The collected results require careful interpretation to resolve the discrepancy between the different symmetries observed by X-ray and electron diffraction. In a relaxor in the ergodic state, the polar axis of the unit cell does not have long-range correlation across the sample. However, XRD has a long correlation length and is collected from a large sample with grains of size ∼1 μm over a period of many hours. It therefore perceives a time-averaged structure which is nonpolar, in common with relaxor materials such as the perovskite PbMg1/3Nb2/3O3, where X-ray and neutron diffraction perceive no deviation from the cubic prototype even at temperatures below TF; ∼400 K below TB. (31, 35)
As the PNRs are expected to be of the order of 10 nm, with rapid fluctuations in polarization direction, (36) electron diffraction from a relaxor material would normally be expected to also display nonpolar symmetry.
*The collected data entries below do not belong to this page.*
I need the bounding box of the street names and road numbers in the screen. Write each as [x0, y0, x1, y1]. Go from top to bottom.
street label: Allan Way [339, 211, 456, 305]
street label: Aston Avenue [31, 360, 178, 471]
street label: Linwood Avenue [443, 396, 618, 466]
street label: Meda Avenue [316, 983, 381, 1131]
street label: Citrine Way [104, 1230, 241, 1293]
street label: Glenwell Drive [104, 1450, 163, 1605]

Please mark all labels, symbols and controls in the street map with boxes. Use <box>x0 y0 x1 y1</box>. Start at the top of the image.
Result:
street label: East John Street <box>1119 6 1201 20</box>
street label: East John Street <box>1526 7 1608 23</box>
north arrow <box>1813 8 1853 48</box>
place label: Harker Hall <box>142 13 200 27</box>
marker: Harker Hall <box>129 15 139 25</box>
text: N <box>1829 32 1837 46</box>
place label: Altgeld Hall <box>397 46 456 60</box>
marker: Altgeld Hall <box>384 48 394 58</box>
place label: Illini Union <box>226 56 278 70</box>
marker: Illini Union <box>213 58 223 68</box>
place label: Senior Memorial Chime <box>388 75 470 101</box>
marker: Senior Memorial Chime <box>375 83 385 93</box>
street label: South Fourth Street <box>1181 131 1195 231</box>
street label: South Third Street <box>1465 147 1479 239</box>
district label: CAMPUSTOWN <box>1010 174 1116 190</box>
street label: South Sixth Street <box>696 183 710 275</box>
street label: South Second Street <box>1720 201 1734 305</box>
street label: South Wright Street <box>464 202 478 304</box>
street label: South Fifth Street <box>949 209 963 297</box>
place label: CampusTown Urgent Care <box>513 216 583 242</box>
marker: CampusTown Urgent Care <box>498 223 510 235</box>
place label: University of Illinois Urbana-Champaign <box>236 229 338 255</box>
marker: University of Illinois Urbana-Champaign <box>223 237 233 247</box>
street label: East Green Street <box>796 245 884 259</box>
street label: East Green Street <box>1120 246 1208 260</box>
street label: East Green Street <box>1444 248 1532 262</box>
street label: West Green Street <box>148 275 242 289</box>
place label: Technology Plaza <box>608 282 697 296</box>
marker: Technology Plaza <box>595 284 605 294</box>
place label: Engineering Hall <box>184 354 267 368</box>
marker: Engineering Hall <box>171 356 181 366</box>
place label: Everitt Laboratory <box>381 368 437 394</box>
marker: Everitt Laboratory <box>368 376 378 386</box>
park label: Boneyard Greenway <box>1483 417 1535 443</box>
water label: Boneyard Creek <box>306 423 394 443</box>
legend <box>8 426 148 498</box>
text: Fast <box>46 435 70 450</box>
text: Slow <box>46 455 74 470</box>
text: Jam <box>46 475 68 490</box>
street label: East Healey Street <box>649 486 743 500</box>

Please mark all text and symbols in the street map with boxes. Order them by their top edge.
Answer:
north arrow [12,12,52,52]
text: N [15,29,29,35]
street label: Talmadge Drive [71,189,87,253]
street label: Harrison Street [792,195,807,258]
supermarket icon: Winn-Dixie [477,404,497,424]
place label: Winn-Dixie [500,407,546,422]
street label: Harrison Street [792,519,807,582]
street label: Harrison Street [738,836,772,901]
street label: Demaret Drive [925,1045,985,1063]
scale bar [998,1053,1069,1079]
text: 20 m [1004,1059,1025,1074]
However, it is important to consider that there will always be a distribution in PNR size, in which the largest regions fluctuate more slowly. Viehland et al. (24) showed that the frequency of the fluctuations depends very strongly on PNR size; their calculations show regions of size 45 and 55 Å with fluctuation frequencies that are different by 4 orders of magnitude. Moreover, several recent studies have shown that a significant fraction of PNRs are static in ergodic relaxors, far above TF. (37-39) Although our electron diffraction information was collected from an area the size of the electron beam (∼15 nm diameter fwhm), this was located within a large region that was free from defects. We conclude that the frequency of polarization fluctuation in this region was sufficiently slow that the D-LACBED technique perceived a structure that retained some polar character.
The AgNb7O18 unit cell derived from the high-symmetry refinement is depicted in Figure 7. To a first approximation, the unit cell has the dimensions 5ac/√2 × 9ac/√2 × ac, where ac is the lattice parameter of a pseudocubic perovskite unit cell. The refined lattice parameters give this unit cell the dimensions 4.05 Å × 4.11 Å × 3.84 Å, indicating that the octahedra are slightly extended along the polar direction and significantly compressed parallel to the c direction. The building block defined by the corner-shared NbO6 octahedra and resembling the perovskite structure is depicted in Figure 8.

Figure 7

Figure 7. Refined AgNb7O18 unit cell, depicted as a network of NbO6 octahedra. The unit cell is indicated by the dashed border. Colors indicate the NbO6 octahedra that are related by symmetry. Arrows on octahedra indicate the direction and relative magnitude of the Nb5+ displacements from ideal locations. Labels for Ag atoms and NbO6 octahedra correspond to their numbering scheme in Table 1. The darkness of the Ag+ cations indicates the occupation of those sites (light = lowest occupation; dark = greatest occupation), and arrows next to Ag+ cations indicate the direction and relative magnitude of their displacements from ideal (undistorted) locations. In order for cation displacements to be clear in the figure, they have been exaggerated by a factor of approximately 2.

Figure 8

Figure 8. “Perovskite-like” building block of AgNb7O18. See Figure 7 caption for explanation of details.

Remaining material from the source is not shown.